O mercado de títulos avançou, assim como o ouro, enquanto o petróleo caiu pelo quarto dia consecutivo. O Brent já recuou para abaixo de US$ 79 por barril, acumulando perdas de cerca de 15% ao longo de quatro sessões.
A lógica por trás desses movimentos de mercado é simples: se o petróleo permanecer abaixo de US$ 80, o choque inflacionário provocado pelo fechamento do Estreito de Ormuz começará a se dissipar rapidamente. Em maio, com o petróleo acima de US$ 95, o IPC dos EUA atingiu 4,2% — o nível mais alto desde 2023 — e a probabilidade de uma alta de juros pelo Fed até dezembro superou 80%. Agora, esse cenário começa a mudar. Parece claro que as expectativas de novos aumentos das taxas de juros tendem a diminuir à medida que a inflação relacionada à energia perde força, e é exatamente esse cenário que os mercados começam a precificar.

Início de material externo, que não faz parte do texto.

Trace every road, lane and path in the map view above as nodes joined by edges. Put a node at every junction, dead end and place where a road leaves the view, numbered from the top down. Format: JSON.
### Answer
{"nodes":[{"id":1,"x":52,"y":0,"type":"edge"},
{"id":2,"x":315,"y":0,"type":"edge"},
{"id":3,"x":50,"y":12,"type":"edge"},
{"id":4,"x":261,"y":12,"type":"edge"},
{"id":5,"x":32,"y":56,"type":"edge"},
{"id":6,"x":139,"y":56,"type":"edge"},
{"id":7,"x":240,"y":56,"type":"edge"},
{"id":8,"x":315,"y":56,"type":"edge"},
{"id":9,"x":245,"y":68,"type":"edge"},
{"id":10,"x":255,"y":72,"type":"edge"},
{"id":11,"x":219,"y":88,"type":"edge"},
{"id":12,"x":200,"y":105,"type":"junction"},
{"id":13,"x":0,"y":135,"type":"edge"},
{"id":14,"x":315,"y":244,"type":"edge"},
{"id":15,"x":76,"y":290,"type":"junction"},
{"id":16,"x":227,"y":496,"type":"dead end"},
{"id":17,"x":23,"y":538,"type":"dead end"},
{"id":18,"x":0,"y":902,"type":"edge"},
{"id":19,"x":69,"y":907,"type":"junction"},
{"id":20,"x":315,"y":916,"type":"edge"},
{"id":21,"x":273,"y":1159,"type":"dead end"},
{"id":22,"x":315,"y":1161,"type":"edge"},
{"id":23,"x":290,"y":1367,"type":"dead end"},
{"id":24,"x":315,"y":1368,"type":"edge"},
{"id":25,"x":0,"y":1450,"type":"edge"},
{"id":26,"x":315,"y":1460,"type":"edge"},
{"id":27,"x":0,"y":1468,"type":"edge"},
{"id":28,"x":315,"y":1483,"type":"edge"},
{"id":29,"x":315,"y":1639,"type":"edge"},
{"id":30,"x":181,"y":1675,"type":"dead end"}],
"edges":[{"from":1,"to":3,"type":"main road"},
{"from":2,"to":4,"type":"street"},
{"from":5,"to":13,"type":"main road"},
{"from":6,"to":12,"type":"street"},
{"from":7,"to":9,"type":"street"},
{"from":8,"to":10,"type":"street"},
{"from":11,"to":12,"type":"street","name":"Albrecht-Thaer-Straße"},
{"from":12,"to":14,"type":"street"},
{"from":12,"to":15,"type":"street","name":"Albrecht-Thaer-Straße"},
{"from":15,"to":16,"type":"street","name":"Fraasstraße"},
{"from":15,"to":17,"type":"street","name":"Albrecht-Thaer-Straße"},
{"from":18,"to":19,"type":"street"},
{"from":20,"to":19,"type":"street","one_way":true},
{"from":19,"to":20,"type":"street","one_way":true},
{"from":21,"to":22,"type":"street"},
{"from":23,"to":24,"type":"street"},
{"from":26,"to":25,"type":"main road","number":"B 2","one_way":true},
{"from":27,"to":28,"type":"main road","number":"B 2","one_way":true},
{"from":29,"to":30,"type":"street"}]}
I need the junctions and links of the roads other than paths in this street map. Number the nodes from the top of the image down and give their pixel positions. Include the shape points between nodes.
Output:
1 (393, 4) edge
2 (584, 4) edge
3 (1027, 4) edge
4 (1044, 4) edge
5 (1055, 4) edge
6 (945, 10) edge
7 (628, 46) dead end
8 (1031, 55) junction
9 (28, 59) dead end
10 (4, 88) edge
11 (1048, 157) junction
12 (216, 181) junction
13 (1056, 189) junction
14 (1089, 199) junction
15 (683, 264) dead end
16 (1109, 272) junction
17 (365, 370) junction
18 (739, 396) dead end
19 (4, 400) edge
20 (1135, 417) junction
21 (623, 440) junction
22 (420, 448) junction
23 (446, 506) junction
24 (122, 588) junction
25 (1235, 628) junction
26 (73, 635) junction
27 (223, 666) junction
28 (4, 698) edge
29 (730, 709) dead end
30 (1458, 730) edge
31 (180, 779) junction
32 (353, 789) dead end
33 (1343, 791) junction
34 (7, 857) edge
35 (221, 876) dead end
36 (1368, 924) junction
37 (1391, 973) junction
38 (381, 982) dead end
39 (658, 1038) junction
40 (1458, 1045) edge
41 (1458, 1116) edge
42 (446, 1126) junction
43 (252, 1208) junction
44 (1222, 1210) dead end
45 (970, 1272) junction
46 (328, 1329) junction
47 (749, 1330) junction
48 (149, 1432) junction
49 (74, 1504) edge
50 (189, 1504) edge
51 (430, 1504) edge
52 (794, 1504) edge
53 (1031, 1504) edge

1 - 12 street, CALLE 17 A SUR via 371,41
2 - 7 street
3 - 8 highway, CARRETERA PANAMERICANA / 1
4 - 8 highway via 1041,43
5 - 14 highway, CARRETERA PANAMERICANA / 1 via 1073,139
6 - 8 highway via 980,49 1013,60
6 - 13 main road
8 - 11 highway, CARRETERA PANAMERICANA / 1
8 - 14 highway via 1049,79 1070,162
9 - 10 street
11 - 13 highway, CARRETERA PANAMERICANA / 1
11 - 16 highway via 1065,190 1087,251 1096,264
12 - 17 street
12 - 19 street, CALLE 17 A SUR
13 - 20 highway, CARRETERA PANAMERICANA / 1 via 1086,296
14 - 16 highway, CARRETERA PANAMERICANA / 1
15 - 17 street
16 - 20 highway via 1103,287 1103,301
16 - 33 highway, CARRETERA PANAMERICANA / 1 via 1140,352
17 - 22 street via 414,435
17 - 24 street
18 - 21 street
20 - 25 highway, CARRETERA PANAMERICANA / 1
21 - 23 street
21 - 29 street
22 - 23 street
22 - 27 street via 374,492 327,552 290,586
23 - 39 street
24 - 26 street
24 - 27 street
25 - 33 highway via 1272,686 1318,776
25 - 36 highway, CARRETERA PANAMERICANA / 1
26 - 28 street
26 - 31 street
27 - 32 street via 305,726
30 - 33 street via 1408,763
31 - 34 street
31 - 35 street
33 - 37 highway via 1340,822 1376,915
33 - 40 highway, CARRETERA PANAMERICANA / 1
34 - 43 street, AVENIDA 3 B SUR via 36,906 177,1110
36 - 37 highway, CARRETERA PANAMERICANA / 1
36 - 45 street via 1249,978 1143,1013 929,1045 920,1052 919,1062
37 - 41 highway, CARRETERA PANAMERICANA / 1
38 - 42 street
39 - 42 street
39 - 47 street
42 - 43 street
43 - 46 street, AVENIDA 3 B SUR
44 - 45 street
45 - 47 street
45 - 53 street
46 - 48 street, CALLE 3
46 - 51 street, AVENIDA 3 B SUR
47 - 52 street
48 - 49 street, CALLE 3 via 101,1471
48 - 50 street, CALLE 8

O principal foco do dia é a primeira reunião da Reserva Federal (Fed) sob a presidência de Kevin Warsh. Não se espera nenhuma alteração nas taxas de juros, mas os mercados estão ansiosos para entender como o novo presidente se comunicará com os investidores e de que forma sua retórica refletirá o novo cenário dos preços do petróleo.
As perspectivas para as taxas de juros divergiram significativamente. A PGIM prevê três altas neste ano; o BNP Paribas também projeta três aumentos a partir de dezembro, enquanto o Citigroup espera cortes até o final do ano. Essa dispersão de previsões é incomum para o Fed e, por si só, representa uma fonte de volatilidade. Outra questão que os mercados deverão direcionar a Warsh é se ele pretende reduzir o balanço patrimonial do Fed, compromisso que já havia manifestado anteriormente.
Por outro lado, conforme mencionado acima, o ouro se valorizou, acumulando ganhos superiores a 6% ao longo de quatro sessões. O metal se beneficia simultaneamente de dois fatores: a redução das expectativas de inflação elimina um dos seus principais obstáculos, enquanto o enfraquecimento do dólar torna o ouro mais acessível para compradores internacionais. Se Warsh adotar um tom mais dovish esta noite, o ouro poderá ampliar ainda mais seus ganhos.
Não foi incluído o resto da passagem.